Konut ve ferdi kredilerdeki azalışın karşılığında kredi kartlarında ciddi artış gözlemliyoruz. Kredi kartlarının toplam krediler içindeki payı 2015 yılında %7.2 seviyesindeyken 2025 yılında %15.5’e yükselmiş durumda.

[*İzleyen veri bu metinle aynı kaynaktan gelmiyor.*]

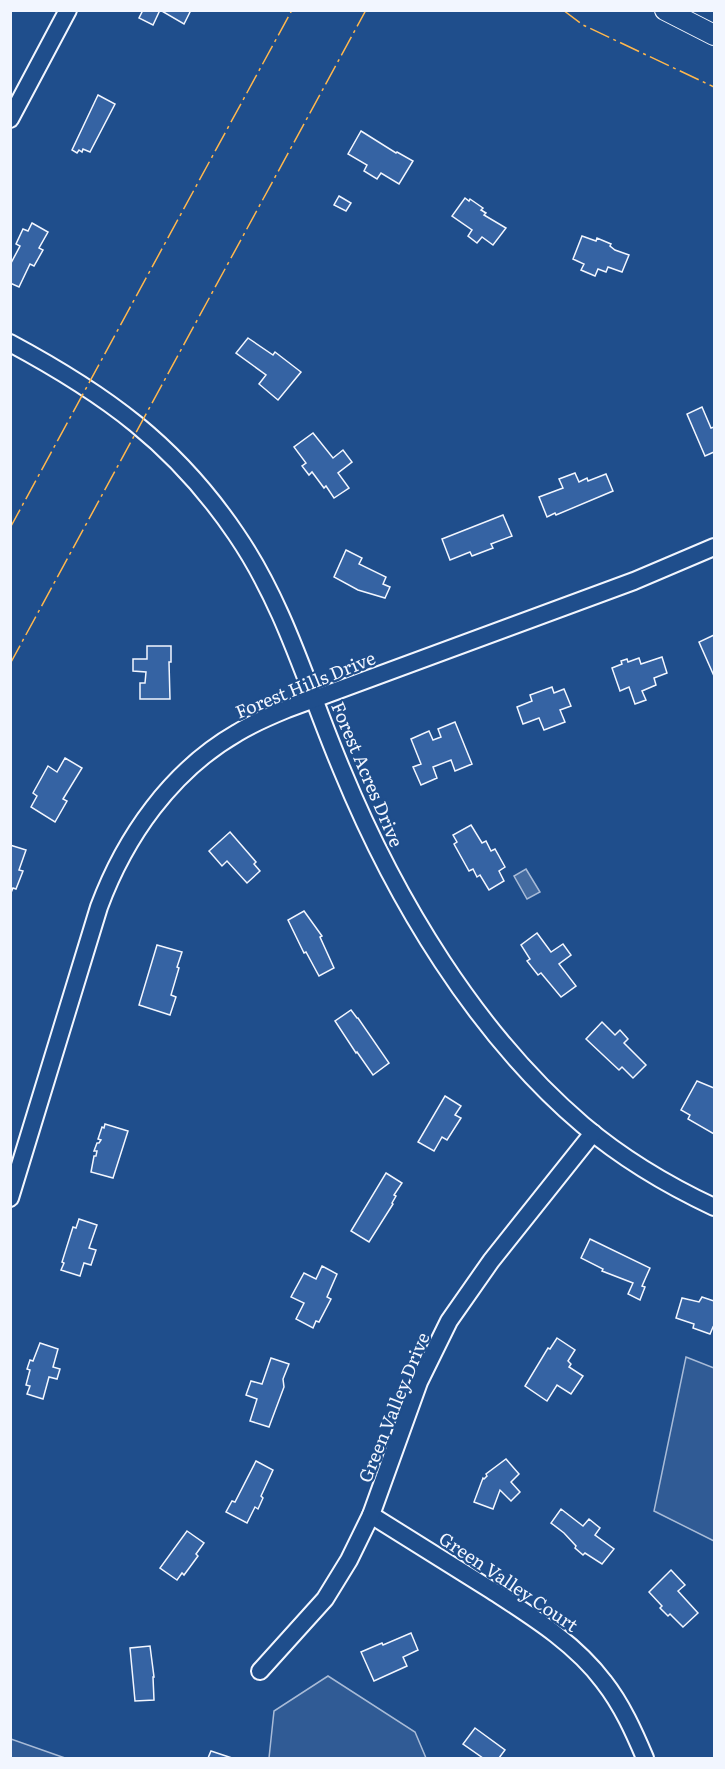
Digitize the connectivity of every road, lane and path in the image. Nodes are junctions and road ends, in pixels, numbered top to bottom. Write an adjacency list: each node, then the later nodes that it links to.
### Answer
1 (68, 10): 4 (street)
2 (665, 10): 3 (main road)
3 (714, 34)
4 (10, 119)
5 (10, 343): 7 (street, Forest Acres Drive)
6 (714, 547): 7 (street, Forest Hills Drive)
7 (314, 699): 8 (street, Forest Acres Drive); 9 (street, Forest Hills Drive)
8 (593, 1133): 10 (street, Forest Acres Drive); 11 (street, Green Valley Drive)
9 (10, 1198)
10 (714, 1207)
11 (370, 1515): 12 (street, Green Valley Drive); 13 (street, Green Valley Court)
12 (260, 1671)
13 (645, 1758)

Yüksek teknoloji üretimi desteklenmeli
Mevcut grafiğin özetini şöyle yapmak mümkün. Son 10 yılda bankacılık sistemi ağırlıklı olarak imalat sanayini ve tüketimi finanse etmiş durumda. İmalat sanayinin krediler içindeki ağırlığının artması elbette olumlu bir gelişme. Fakat özellikle yüksek teknoloji ürün üreten sektörlerin desteklenmesi önemli. Bu sektörlerin ihracat performansına baktığımızda bu konuda henüz çok yol kat ettiğimizi söyleyemeyiz. Kredi kartlarının tüketimi finansmanı konusu da oldukça çarpıcı. Son 10 yılda toplumun belli kesimlerinin reel gelirindeki gerileme tüketim için kredi kartı kullanımına bağımlılığı artırmış görünüyor. Bu durumun kalkınma stratejimiz ve finansal istikrar açısından dikkatle izlenmesinin faydalı olacağını düşünüyoruz.